I’m regularily encountering some discussions about “green coding” and how to make your applications use less power. Recently a a publication from Rui Pereira e.a. from 2017 on the topic of CPU and memory imprint of different programming languages came again into my mind again.
While I totally agree with the results of this and similar studies, I think they are not helpful because they do not account for the main source of energy waste: Design inefficiency.
Here’s a recent example about what I mean with design inefficiency. Your task is to download 123 photos from a link someone shared with you via Google Drive. In the end you want to store those files on your home NAS. This is what I had to do to copy less than 1 GB of photos from google drive:
- Open a Webbrowser
- Navigate in a clumsy webapplication to the folder that you need while your fans start to spin
- Click on Download
- Google now zips all the files for a convenient single-file download, which is neat 😀
- Realize that your Browser is not supported, so repeat steps 1-3 in Google Chrome
- Google repeats the zip process now but this time you can finally download it
- Unpack the zip folder locally
- To finally move the files to my home NAS where it will be re-compressed according to the defaults of the filesystem
I summarize:
- 2x full deflate algorithm on 123 photos.

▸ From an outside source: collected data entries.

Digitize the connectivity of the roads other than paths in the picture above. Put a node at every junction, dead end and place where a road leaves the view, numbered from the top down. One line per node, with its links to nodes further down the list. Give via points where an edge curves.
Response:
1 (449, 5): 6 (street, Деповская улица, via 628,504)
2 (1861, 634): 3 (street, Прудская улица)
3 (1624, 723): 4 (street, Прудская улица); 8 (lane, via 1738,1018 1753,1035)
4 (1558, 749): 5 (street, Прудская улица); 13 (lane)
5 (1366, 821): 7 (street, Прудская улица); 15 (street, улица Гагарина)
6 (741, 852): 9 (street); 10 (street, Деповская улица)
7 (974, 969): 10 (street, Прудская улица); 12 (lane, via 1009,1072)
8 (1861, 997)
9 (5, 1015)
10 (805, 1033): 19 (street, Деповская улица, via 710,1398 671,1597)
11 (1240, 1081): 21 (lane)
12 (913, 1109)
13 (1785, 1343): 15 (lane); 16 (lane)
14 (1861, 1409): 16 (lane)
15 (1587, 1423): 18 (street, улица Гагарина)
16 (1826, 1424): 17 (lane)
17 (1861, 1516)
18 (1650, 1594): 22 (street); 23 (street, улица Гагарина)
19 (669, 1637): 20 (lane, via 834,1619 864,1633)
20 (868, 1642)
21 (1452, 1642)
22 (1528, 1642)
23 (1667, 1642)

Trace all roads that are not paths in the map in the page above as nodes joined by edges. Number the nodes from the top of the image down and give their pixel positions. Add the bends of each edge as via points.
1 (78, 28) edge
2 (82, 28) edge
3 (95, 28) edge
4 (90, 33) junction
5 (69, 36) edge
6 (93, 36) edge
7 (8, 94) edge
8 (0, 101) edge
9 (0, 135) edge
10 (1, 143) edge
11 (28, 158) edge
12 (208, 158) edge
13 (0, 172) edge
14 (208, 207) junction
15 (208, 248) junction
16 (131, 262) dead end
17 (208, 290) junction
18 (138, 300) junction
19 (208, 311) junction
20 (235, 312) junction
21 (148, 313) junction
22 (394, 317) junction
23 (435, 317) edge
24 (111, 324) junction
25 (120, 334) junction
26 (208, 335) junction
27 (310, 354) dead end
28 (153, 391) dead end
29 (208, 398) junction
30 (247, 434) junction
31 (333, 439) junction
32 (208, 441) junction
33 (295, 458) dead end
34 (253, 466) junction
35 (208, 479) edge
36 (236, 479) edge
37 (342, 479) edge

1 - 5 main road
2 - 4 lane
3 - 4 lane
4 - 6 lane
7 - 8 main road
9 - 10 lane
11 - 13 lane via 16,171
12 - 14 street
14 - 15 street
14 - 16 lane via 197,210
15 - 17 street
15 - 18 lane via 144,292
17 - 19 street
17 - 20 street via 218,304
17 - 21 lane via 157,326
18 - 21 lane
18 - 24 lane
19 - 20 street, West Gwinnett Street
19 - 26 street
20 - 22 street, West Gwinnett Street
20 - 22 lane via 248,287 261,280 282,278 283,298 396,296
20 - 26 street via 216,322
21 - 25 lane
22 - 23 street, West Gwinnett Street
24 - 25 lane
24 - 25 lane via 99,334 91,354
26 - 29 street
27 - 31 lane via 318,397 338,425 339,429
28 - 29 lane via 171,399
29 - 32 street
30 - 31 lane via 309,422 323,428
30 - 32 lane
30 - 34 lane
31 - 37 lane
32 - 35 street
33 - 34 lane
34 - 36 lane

- 1 additional compression algorithm in the end (but that shouldn’t count because that was not part of the assignment)
-
- Still it’s a compress-decompress-compress step
- I needed to start two Browsers because we broke one
I think Google can improve their power efficiency by using an efficient deflate algorithm written in C. But I deeply believe that even a optimistic 30%
power reduction is only a marginal improvement over repeating the zip process, because it was not working in Firefox.
Atop of this, this whole zip process could have been avoided, if Google would provide WebDAV or a similar transfer protocol instead of just a clumsy web browser. I’m not taking about some helper-Chrome-Addon-Extension thingies that break once every two months, if there is no native support for this it simply doesn’t exist.
To come back to my original point: Comparison on the level of individual programming languages are useful for isolated optimization considerations, but in my opinion they are vastly overstated. They simply cannot compensate for a wasteful approach in the first place. Design inefficieny is by a large marging the much worse enemy to fight.
I don’t care about a 20% difference in CPU or memory imprint between go
and C
- If I have to do the same process three times those 20% are absolutely negligible in comparison to the astonishing 200% efficiency loss for achieving my goal. In other words: An obsidian sword might be better against a level 3000 dragon, but unless my objective is to fight this dragon I might be better of in avoiding the dragon instead of optimizing my battle gear (this dragon doesn’t give XP nor does it hold a treasure).
This is what we need to fix first. Comparisons on the level of programming languages are only a secondary optimization objective and almost certainly wasteful, as long as the general approach is inefficient by design.